If a line contains "function drawText(font, color, halo, rows, align", it is the last one to write out; begin with the first line of the records and copy each exactly.
*** Recorded data ***
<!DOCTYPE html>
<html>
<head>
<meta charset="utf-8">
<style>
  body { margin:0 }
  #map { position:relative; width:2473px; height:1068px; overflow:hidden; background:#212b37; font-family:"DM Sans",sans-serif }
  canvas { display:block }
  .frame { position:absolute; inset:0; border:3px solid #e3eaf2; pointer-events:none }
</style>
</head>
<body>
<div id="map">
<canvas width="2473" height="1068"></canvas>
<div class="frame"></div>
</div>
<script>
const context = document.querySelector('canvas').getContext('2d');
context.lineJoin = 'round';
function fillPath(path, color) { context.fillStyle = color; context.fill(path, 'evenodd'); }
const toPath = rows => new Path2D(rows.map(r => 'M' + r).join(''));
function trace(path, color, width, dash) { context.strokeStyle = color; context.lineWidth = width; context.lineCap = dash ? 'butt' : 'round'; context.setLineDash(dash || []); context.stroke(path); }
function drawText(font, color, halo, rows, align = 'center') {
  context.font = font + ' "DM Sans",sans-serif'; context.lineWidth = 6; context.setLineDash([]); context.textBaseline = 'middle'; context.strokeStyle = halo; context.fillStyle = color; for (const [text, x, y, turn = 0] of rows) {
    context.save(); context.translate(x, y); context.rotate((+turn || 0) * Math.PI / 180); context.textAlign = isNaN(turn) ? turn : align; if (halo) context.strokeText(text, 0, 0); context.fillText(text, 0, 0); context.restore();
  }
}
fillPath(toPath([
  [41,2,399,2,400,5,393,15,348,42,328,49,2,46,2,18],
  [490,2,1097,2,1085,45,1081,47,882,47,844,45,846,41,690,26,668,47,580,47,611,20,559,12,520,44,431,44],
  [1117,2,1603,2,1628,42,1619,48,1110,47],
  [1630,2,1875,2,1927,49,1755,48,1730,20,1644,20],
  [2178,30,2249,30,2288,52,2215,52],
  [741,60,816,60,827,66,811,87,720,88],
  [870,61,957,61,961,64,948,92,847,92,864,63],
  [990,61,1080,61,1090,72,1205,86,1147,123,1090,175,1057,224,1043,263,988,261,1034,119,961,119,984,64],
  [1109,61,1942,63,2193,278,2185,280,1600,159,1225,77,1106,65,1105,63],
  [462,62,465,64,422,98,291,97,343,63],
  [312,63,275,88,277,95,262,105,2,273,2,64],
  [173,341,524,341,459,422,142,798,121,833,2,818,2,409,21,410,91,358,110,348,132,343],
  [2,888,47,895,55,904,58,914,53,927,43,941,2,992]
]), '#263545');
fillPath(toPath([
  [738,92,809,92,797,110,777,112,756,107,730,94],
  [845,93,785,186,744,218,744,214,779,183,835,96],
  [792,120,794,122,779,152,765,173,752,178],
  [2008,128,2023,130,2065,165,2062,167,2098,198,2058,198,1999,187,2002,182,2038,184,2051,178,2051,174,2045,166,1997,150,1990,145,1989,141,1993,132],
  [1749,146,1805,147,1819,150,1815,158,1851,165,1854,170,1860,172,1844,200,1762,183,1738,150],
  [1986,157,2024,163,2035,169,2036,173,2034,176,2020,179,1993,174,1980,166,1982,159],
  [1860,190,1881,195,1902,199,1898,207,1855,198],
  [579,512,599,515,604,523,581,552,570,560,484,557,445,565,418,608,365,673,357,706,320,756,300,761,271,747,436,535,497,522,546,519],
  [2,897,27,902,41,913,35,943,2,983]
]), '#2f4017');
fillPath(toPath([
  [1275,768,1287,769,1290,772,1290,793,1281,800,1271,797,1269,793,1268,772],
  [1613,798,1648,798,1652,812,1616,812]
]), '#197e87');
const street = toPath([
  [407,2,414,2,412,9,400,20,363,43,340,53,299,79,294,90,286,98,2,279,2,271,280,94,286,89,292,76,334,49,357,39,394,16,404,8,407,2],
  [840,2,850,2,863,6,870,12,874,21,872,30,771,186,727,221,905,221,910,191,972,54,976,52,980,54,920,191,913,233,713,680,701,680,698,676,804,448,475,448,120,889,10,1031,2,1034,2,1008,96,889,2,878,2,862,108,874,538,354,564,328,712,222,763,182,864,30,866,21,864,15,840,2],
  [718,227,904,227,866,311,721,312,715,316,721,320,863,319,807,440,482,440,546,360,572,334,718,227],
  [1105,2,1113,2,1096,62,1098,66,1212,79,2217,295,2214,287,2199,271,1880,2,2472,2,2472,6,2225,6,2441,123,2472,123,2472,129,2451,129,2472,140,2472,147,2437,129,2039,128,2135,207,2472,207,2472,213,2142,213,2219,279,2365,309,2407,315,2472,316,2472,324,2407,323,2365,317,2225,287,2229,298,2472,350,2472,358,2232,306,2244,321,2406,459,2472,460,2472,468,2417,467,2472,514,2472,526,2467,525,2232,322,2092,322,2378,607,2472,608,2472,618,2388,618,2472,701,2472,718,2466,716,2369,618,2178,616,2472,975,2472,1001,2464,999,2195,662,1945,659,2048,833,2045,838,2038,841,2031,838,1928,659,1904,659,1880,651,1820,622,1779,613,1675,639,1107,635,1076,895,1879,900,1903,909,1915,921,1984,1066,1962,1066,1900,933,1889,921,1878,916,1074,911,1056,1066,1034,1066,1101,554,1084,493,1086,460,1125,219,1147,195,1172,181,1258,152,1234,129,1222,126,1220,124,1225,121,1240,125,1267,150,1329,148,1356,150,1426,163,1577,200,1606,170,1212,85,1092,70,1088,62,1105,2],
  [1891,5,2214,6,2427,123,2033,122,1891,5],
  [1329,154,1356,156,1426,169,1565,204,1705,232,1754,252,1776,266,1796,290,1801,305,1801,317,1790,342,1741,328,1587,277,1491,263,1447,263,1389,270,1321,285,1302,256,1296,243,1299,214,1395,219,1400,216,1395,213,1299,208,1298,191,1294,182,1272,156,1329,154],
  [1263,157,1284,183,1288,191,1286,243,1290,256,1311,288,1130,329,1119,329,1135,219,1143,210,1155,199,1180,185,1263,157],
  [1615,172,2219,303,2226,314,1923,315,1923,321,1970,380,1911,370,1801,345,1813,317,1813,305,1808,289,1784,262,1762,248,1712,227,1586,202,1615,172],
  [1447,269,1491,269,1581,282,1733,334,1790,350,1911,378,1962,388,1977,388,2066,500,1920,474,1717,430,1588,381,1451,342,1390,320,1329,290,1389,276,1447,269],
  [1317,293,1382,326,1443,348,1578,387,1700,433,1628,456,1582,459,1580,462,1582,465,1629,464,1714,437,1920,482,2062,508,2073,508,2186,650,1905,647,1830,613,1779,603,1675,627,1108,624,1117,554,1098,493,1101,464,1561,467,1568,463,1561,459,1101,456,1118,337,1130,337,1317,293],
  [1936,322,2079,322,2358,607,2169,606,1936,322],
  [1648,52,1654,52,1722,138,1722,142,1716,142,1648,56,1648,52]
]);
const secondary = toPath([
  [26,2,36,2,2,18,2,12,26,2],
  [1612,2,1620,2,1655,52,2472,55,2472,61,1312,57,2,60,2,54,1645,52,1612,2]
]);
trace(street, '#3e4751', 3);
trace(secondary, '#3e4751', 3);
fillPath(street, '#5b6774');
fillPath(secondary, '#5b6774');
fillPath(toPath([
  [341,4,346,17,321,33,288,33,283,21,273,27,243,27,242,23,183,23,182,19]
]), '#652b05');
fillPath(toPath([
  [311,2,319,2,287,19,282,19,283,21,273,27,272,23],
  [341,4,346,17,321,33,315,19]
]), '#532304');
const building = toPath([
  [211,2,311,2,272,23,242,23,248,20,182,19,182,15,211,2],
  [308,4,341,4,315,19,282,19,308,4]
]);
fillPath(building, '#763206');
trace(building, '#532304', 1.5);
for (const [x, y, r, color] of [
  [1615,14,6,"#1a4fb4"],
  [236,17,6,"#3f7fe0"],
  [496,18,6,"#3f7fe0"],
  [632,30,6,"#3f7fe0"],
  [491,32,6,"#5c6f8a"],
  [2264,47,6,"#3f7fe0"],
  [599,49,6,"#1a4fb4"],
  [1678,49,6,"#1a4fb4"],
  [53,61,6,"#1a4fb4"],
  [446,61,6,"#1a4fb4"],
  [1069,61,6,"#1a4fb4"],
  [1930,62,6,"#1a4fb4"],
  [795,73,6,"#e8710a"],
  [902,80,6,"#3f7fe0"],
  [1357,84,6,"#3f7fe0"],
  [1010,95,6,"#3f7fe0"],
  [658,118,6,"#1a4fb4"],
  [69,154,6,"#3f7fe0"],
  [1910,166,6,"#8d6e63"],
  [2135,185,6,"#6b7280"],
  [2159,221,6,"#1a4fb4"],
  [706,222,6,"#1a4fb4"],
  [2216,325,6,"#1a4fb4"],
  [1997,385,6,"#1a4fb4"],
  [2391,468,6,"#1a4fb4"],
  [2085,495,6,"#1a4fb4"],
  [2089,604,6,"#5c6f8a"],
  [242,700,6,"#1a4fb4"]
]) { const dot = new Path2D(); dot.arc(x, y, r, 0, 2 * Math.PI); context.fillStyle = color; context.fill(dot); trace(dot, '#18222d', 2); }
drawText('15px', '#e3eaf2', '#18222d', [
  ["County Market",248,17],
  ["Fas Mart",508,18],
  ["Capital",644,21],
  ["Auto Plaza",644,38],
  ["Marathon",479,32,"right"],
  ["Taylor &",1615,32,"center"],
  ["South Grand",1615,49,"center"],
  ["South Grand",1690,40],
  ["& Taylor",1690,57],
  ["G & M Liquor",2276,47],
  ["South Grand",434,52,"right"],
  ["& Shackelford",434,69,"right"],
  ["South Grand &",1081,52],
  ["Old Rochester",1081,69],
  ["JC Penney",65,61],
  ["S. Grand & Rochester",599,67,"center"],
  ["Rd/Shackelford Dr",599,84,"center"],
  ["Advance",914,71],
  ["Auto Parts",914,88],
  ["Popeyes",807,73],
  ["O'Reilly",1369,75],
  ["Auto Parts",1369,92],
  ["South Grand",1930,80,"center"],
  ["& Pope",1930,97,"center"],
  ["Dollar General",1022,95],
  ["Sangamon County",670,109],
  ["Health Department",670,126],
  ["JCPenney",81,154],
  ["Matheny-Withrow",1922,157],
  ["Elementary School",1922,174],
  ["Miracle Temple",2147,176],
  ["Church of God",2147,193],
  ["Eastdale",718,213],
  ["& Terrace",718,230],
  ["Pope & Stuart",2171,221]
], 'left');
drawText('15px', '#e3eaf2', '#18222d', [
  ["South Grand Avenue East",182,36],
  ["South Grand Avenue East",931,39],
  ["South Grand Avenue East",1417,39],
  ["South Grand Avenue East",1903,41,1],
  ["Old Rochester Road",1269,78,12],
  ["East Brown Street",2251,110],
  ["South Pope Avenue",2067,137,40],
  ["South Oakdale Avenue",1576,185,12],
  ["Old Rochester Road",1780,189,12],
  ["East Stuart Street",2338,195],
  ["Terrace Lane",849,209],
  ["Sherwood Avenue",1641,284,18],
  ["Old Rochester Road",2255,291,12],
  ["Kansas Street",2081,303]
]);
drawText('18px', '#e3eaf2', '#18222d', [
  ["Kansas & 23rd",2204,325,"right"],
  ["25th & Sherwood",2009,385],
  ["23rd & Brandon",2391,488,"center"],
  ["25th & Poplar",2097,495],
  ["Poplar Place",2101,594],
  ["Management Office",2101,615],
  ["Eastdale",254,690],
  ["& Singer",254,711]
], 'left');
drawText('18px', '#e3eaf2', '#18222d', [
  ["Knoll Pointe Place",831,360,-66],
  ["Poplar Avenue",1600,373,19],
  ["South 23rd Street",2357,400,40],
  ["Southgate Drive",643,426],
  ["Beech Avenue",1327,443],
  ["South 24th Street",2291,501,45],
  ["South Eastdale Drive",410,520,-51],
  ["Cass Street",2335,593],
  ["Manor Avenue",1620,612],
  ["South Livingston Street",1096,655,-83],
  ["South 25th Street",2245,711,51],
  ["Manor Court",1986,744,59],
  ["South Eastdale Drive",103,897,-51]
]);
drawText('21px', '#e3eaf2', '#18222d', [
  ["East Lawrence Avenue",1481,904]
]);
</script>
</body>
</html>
*** End of Recorded data ***
## Answer for the task
<!DOCTYPE html>
<html>
<head>
<meta charset="utf-8">
<style>
  body { margin:0 }
  #map { position:relative; width:2473px; height:1068px; overflow:hidden; background:#212b37; font-family:"DM Sans",sans-serif }
  canvas { display:block }
  .frame { position:absolute; inset:0; border:3px solid #e3eaf2; pointer-events:none }
</style>
</head>
<body>
<div id="map">
<canvas width="2473" height="1068"></canvas>
<div class="frame"></div>
</div>
<script>
const context = document.querySelector('canvas').getContext('2d');
context.lineJoin = 'round';
function fillPath(path, color) { context.fillStyle = color; context.fill(path, 'evenodd'); }
const toPath = rows => new Path2D(rows.map(r => 'M' + r).join(''));
function trace(path, color, width, dash) { context.strokeStyle = color; context.lineWidth = width; context.lineCap = dash ? 'butt' : 'round'; context.setLineDash(dash || []); context.stroke(path); }
function drawText(font, color, halo, rows, align = 'center') {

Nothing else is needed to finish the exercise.